Aim of the exercise: Report how many lines in the records below contain the word "edges". Nothing else belongs in the answer.

Stored items

+++++

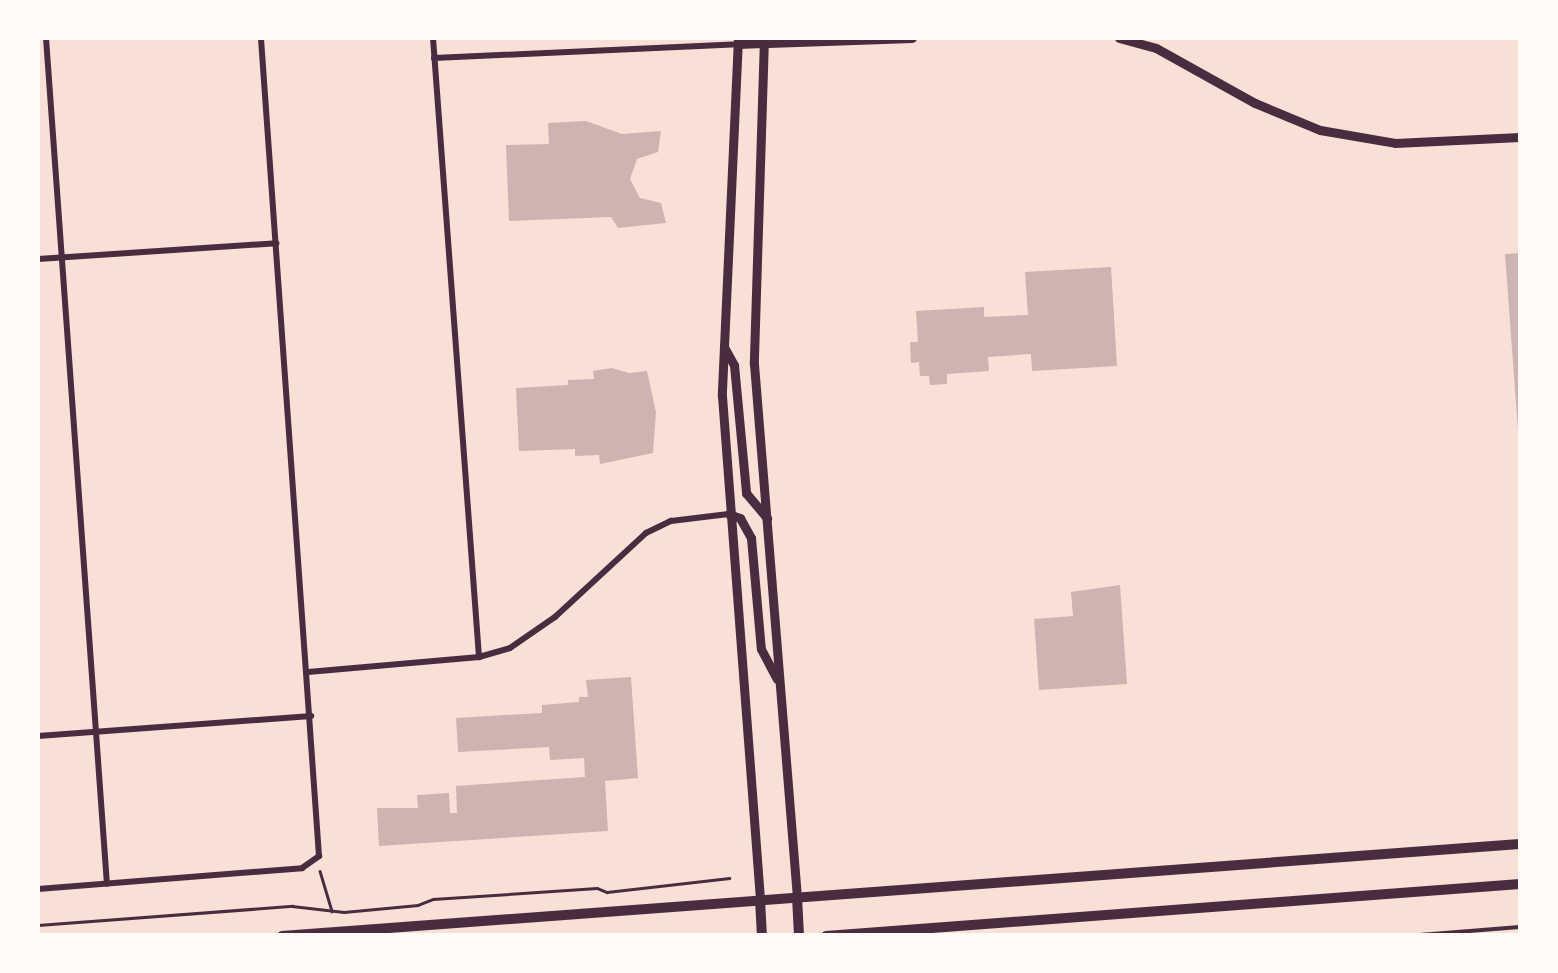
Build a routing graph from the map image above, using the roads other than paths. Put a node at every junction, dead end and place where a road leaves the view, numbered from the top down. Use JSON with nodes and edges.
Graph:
{"nodes":[{"id":1,"x":46,"y":38,"type":"edge"},
{"id":2,"x":261,"y":38,"type":"edge"},
{"id":3,"x":433,"y":38,"type":"edge"},
{"id":4,"x":912,"y":38,"type":"edge"},
{"id":5,"x":1118,"y":38,"type":"edge"},
{"id":6,"x":764,"y":40,"type":"edge"},
{"id":7,"x":738,"y":41,"type":"edge"},
{"id":8,"x":434,"y":58,"type":"junction"},
{"id":9,"x":1520,"y":137,"type":"edge"},
{"id":10,"x":276,"y":243,"type":"junction"},
{"id":11,"x":62,"y":257,"type":"junction"},
{"id":12,"x":38,"y":259,"type":"edge"},
{"id":13,"x":722,"y":345,"type":"junction"},
{"id":14,"x":729,"y":514,"type":"junction"},
{"id":15,"x":767,"y":518,"type":"junction"},
{"id":16,"x":479,"y":657,"type":"junction"},
{"id":17,"x":308,"y":672,"type":"junction"},
{"id":18,"x":781,"y":686,"type":"junction"},
{"id":19,"x":311,"y":716,"type":"junction"},
{"id":20,"x":96,"y":732,"type":"junction"},
{"id":21,"x":38,"y":736,"type":"edge"},
{"id":22,"x":1520,"y":844,"type":"edge"},
{"id":23,"x":107,"y":884,"type":"junction"},
{"id":24,"x":1520,"y":884,"type":"edge"},
{"id":25,"x":38,"y":889,"type":"edge"},
{"id":26,"x":797,"y":897,"type":"junction"},
{"id":27,"x":760,"y":899,"type":"junction"},
{"id":28,"x":1520,"y":927,"type":"edge"},
{"id":29,"x":282,"y":936,"type":"edge"},
{"id":30,"x":762,"y":936,"type":"edge"},
{"id":31,"x":799,"y":936,"type":"edge"},
{"id":32,"x":826,"y":936,"type":"edge"},
{"id":33,"x":1407,"y":936,"type":"edge"}],
"edges":[{"from":1,"to":11,"type":"street"},
{"from":2,"to":10,"type":"street"},
{"from":3,"to":8,"type":"street"},
{"from":4,"to":6,"type":"main road"},
{"from":5,"to":9,"type":"main road"},
{"from":6,"to":7,"type":"main road"},
{"from":6,"to":15,"type":"main road"},
{"from":7,"to":8,"type":"street"},
{"from":7,"to":13,"type":"main road"},
{"from":8,"to":16,"type":"street"},
{"from":10,"to":11,"type":"street"},
{"from":10,"to":17,"type":"street"},
{"from":11,"to":12,"type":"street"},
{"from":11,"to":20,"type":"street"},
{"from":13,"to":14,"type":"main road"},
{"from":13,"to":15,"type":"main road"},
{"from":14,"to":16,"type":"street"},
{"from":14,"to":18,"type":"main road"},
{"from":14,"to":27,"type":"main road"},
{"from":15,"to":18,"type":"main road"},
{"from":16,"to":17,"type":"street"},
{"from":17,"to":19,"type":"street"},
{"from":18,"to":26,"type":"main road"},
{"from":19,"to":20,"type":"street"},
{"from":19,"to":23,"type":"street"},
{"from":20,"to":21,"type":"street"},
{"from":20,"to":23,"type":"street"},
{"from":22,"to":26,"type":"main road"},
{"from":23,"to":25,"type":"street"},
{"from":24,"to":32,"type":"main road"},
{"from":26,"to":27,"type":"main road"},
{"from":26,"to":31,"type":"main road"},
{"from":27,"to":29,"type":"main road"},
{"from":27,"to":30,"type":"main road"},
{"from":28,"to":33,"type":"lane"}]}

+++++

Solved exercise: 2